千田律仁さんのSTORY 「もう一度だけ、チャンスをください」大切なことに気付いた“人生のやり直し”

残りの人生は「人の出会いをつくる」時間
術後しばらくは毎月検査を受けて、しばらくすると半年に1回になり、5年経った頃に「もう来なくていいよ」と言われました。今年でちょうど20年。いまも私が生きていられるのは、あのとき何となくですが、気になったので検査に行ったことと、自分の生き方を見直すことでなんとか神様から生かされていると思っています。
死に直面し、これからどう生きるかを真剣に考えさせられました。病気になっていなかったら、ずっと好き勝手に生きていたでしょう。がんになって、生き方を修正させてもらえたから、いまの私があります。
私は今年で56歳。そろそろ人生も終盤戦です。残された時間は、これまで以上に、悔いのないように過ごしたい。自分の体力を考えて、70までは頑張りたいと思っています。

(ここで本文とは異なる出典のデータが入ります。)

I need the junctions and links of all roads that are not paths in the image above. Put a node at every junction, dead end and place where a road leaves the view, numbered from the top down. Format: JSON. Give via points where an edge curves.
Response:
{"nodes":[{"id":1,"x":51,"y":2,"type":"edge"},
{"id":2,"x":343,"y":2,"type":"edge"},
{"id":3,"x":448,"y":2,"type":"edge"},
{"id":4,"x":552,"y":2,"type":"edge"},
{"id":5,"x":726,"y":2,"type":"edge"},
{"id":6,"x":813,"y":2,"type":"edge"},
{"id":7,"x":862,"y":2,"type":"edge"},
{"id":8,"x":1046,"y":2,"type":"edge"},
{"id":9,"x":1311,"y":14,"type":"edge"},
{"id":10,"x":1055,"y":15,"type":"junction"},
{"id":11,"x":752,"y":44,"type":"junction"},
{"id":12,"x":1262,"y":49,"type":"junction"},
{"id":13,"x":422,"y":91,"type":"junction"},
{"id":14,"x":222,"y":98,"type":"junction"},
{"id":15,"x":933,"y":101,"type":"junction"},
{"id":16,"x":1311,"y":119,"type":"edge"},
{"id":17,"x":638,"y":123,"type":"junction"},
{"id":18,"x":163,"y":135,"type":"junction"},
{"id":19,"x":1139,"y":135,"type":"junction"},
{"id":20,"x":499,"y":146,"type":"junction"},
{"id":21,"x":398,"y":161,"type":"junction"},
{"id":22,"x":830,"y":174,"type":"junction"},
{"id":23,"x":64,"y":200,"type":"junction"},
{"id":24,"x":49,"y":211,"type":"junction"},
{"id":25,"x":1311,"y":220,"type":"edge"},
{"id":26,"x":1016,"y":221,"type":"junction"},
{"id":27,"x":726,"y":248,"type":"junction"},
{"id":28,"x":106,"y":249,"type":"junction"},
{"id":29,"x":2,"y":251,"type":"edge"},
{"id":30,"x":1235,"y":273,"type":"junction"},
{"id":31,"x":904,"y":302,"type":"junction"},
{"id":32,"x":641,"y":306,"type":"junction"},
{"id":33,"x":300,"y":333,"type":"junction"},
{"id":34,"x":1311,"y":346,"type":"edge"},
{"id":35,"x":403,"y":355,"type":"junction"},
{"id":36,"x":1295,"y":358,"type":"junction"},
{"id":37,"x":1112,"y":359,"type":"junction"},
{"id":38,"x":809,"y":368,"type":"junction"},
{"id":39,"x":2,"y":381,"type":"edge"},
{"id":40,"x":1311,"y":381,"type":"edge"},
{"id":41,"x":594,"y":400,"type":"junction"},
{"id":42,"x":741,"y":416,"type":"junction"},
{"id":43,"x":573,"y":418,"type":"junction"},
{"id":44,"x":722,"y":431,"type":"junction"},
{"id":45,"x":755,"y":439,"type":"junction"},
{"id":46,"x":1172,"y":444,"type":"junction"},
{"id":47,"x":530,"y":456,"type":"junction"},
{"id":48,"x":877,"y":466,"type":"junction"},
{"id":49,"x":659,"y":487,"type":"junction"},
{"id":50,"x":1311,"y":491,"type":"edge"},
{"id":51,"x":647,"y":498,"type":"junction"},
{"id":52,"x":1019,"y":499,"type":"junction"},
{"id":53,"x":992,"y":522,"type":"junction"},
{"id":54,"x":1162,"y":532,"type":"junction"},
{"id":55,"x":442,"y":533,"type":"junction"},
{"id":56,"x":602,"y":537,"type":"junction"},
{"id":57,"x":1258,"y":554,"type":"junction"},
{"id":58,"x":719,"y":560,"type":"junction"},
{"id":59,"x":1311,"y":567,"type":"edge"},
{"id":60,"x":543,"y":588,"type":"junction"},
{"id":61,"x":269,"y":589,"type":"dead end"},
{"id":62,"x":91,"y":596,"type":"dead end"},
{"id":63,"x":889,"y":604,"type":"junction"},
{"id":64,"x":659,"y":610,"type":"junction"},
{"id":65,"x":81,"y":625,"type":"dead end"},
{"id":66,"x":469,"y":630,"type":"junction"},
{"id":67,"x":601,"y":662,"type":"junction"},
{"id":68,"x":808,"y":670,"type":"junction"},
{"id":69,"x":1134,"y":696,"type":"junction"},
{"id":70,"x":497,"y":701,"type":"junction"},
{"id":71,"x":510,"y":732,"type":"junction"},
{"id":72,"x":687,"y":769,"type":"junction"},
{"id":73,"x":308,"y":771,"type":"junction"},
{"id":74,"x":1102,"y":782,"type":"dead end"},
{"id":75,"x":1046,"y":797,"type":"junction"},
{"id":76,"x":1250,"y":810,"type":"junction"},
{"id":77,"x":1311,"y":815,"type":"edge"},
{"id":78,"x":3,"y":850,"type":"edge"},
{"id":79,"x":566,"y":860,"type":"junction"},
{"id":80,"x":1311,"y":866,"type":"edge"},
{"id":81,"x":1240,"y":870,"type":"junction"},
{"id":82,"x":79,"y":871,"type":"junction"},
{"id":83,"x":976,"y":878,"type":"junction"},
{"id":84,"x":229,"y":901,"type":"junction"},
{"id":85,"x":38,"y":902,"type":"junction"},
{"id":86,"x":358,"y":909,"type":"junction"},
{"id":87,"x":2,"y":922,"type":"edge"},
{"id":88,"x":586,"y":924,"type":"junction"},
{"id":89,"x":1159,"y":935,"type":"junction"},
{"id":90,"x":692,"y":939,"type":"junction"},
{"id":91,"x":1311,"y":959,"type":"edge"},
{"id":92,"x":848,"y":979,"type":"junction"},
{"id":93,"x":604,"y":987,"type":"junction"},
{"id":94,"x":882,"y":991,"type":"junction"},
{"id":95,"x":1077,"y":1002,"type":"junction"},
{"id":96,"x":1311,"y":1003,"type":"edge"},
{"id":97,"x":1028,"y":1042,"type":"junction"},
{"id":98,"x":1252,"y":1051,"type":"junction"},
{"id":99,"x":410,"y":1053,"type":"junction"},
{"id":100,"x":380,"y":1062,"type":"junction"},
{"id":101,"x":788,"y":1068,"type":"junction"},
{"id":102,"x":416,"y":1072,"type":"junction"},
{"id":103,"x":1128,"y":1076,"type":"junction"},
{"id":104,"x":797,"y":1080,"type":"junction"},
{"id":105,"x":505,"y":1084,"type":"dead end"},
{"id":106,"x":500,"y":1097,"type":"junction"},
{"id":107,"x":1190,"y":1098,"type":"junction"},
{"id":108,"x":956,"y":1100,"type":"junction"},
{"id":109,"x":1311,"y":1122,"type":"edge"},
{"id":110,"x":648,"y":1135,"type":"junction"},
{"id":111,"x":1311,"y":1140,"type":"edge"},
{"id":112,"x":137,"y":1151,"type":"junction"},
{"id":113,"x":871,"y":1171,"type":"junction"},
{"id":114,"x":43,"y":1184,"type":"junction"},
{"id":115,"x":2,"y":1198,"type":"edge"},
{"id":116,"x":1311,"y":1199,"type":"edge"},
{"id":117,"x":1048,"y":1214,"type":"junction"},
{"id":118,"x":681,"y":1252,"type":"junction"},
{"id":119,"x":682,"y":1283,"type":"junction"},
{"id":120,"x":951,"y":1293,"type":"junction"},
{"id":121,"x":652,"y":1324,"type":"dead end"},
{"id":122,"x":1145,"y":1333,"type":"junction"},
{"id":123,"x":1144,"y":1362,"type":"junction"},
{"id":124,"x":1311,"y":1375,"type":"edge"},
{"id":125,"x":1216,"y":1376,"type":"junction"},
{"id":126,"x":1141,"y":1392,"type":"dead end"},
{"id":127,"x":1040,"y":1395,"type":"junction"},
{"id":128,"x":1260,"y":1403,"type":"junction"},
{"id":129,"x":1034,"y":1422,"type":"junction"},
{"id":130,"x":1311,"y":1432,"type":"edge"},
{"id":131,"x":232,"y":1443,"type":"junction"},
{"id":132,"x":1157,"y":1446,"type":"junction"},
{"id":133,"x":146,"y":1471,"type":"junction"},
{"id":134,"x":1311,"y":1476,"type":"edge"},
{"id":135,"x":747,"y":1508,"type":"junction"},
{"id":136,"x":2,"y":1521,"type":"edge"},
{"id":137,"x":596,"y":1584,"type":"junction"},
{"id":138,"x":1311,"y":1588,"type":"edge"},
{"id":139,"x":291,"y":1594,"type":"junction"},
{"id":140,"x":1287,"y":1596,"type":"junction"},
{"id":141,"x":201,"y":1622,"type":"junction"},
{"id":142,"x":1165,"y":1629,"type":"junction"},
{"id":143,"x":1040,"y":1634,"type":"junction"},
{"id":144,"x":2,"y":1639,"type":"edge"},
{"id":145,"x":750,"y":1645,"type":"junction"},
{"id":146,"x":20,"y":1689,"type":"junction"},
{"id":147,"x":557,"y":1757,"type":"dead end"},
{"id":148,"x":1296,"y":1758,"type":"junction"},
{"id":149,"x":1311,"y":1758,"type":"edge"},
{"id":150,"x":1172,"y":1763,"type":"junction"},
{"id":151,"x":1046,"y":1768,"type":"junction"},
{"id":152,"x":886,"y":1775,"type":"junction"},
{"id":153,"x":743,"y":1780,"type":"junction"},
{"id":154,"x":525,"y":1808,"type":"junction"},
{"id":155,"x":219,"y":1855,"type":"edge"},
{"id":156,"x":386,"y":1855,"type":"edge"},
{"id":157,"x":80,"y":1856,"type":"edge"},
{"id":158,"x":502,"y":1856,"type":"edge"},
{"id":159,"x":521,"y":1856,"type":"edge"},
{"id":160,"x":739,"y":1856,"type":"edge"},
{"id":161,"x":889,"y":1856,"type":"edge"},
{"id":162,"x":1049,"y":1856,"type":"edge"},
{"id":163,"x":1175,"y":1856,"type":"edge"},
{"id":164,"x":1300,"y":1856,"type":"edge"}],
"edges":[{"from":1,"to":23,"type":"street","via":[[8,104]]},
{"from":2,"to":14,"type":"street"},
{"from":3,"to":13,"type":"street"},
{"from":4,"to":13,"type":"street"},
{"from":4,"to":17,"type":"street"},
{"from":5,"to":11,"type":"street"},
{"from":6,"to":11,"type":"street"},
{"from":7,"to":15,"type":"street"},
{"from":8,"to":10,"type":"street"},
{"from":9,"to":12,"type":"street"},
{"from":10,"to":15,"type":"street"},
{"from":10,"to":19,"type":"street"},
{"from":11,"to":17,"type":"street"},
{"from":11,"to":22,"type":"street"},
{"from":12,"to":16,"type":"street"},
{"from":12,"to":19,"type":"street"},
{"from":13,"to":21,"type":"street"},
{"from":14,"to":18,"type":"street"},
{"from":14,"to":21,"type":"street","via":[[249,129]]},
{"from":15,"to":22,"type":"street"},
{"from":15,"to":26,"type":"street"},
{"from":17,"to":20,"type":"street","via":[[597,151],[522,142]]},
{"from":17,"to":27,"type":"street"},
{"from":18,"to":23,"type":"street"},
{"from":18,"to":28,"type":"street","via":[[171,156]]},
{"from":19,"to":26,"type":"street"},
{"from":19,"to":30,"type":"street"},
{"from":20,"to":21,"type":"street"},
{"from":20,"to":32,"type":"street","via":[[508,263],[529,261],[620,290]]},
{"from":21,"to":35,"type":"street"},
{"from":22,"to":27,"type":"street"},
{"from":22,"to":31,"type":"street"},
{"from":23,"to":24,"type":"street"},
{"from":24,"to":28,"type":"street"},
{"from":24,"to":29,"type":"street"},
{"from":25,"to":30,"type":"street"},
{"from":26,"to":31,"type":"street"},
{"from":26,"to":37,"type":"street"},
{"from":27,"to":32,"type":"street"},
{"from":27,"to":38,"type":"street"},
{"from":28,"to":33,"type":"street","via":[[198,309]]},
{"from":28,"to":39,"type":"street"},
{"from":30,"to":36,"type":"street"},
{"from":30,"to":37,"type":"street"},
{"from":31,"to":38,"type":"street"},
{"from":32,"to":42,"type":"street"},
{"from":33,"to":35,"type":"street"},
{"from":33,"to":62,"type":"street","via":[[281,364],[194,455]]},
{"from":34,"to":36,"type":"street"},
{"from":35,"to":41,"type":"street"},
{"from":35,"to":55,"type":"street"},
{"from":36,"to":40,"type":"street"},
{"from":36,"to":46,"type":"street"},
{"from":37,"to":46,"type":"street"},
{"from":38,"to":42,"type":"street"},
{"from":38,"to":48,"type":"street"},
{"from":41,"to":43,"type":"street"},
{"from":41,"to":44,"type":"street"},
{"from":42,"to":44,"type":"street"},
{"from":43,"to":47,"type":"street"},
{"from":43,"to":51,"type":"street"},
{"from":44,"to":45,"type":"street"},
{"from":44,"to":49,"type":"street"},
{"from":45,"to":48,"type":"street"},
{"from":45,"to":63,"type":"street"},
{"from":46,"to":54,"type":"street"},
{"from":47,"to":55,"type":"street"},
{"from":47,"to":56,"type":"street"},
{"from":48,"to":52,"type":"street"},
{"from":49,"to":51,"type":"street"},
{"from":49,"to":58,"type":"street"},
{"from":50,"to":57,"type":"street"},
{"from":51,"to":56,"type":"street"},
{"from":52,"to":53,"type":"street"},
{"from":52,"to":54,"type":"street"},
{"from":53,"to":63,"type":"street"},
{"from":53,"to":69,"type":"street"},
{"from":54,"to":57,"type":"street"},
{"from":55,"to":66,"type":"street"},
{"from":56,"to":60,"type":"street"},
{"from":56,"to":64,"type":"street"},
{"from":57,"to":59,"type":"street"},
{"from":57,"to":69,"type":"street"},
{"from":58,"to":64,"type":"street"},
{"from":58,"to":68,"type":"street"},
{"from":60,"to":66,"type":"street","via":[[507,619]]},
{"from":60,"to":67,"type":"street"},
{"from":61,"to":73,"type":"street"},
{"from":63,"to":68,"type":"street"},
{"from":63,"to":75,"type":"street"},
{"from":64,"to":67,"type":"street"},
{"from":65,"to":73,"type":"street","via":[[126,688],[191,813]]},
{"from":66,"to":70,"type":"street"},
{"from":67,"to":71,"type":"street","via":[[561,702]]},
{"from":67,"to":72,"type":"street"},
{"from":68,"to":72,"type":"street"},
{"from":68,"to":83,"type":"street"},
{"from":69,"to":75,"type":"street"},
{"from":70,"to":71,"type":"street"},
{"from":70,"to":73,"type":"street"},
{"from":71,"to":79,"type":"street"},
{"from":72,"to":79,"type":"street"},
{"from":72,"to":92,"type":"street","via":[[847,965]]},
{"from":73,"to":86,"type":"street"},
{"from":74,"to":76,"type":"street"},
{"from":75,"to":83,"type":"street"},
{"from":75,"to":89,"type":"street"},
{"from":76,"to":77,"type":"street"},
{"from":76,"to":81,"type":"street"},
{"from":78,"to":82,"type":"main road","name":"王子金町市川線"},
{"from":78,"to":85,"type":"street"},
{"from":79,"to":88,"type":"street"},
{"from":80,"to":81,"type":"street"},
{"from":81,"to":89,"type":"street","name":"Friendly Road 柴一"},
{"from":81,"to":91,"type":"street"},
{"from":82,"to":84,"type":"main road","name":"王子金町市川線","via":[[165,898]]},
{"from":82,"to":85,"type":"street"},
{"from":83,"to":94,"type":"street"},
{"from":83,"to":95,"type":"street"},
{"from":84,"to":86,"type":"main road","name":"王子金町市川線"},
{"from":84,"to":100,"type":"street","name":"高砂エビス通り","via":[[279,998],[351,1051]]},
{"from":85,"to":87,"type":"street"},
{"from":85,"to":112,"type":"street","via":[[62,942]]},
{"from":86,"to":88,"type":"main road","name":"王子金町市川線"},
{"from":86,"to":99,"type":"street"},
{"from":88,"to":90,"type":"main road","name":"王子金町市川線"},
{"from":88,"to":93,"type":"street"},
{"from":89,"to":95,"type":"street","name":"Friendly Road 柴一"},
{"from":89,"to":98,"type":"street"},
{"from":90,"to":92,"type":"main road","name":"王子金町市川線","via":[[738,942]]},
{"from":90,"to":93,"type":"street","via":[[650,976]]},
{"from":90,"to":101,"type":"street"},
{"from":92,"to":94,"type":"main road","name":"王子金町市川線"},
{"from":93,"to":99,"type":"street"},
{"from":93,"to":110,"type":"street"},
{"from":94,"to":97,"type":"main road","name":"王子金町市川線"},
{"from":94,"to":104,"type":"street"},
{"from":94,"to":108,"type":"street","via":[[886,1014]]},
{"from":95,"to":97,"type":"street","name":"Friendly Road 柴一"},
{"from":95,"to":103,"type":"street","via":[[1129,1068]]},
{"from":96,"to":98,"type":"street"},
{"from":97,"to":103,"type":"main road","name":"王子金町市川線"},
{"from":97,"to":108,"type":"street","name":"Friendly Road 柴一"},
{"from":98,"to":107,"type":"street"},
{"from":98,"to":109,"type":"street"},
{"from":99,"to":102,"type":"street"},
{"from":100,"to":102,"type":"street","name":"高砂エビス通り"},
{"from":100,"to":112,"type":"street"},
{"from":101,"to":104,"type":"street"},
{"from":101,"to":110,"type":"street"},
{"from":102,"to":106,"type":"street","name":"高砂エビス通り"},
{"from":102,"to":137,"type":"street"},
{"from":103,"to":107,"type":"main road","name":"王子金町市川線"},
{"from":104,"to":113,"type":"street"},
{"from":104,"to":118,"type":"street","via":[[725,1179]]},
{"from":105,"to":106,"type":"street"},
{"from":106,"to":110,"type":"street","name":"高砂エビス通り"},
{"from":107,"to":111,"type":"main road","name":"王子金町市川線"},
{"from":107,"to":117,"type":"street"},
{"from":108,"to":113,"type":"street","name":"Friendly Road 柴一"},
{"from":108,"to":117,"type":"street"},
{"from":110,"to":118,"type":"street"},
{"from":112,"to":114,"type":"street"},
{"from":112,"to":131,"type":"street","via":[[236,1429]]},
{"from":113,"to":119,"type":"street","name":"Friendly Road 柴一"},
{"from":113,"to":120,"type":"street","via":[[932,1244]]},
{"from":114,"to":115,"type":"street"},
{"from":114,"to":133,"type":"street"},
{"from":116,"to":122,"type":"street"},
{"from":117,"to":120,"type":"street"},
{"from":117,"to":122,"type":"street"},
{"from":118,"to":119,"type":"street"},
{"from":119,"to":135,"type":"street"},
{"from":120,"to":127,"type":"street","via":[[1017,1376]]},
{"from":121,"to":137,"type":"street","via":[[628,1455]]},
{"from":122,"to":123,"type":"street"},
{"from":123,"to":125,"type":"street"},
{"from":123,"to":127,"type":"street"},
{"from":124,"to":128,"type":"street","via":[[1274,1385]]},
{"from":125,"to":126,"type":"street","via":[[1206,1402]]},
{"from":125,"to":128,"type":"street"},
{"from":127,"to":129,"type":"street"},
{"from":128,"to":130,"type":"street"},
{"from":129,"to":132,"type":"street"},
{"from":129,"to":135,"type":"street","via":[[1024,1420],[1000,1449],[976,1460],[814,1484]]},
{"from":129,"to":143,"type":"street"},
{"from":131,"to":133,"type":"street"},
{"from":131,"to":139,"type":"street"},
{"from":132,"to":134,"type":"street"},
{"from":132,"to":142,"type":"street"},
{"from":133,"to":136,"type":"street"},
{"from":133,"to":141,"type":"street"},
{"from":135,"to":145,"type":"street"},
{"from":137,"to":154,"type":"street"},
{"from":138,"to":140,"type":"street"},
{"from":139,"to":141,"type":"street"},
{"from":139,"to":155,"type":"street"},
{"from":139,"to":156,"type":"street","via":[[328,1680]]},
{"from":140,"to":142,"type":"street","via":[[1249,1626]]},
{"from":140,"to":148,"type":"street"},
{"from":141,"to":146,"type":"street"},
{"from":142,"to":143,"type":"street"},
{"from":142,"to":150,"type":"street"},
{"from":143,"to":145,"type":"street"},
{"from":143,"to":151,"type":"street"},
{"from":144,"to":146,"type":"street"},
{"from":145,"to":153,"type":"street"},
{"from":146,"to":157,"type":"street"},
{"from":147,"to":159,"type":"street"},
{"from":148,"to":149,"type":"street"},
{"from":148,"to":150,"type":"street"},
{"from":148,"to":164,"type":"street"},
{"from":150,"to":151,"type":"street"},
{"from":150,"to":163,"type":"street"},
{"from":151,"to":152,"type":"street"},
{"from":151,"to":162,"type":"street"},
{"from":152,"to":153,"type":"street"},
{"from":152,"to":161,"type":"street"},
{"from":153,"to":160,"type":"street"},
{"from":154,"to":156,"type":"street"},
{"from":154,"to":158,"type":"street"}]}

あと14年と考えるとそんなに長くはありませんが、人の死はいずれ、誰にでも訪れるものです。ですから、どれだけ長く生きたかより、与えられた時間をどう生きるかのほうが大切です。自分の時間をどう使うか、誰とその時間を過ごすのか。目的意識を持って、自分の役目を全うしたいと思います。
これまでの人生では、仕事柄もあり、さまざまな方との出会いに恵まれてきました。専門分野に精通した方たちから、日々学ばせていただき、また、相談もできました。人が困ること の多くは、「知らない」ということに起因しています。ですから、専門家に学び、相談できる環境があれば、困っている人の役に立てるかもしれない。私の「役目」はこれだと思いました。
そこで以前からの保険業を続けつつ、2021年から会社経営を始めました。弁護士や医師、税理士など、幅広い分野の専門家の講義を一般に提供する「総合オンラインアカデミー」というサービスを手がけています。
生きることは、自己を成長させ、人のお役に立つことです。学びや相談を通して、「あなたに出会えて本当によかった」と言ってもらえる人生にしたい。そして、そんな出会いがたくさん生まれる環境を作りたい。これがいまの私の夢です。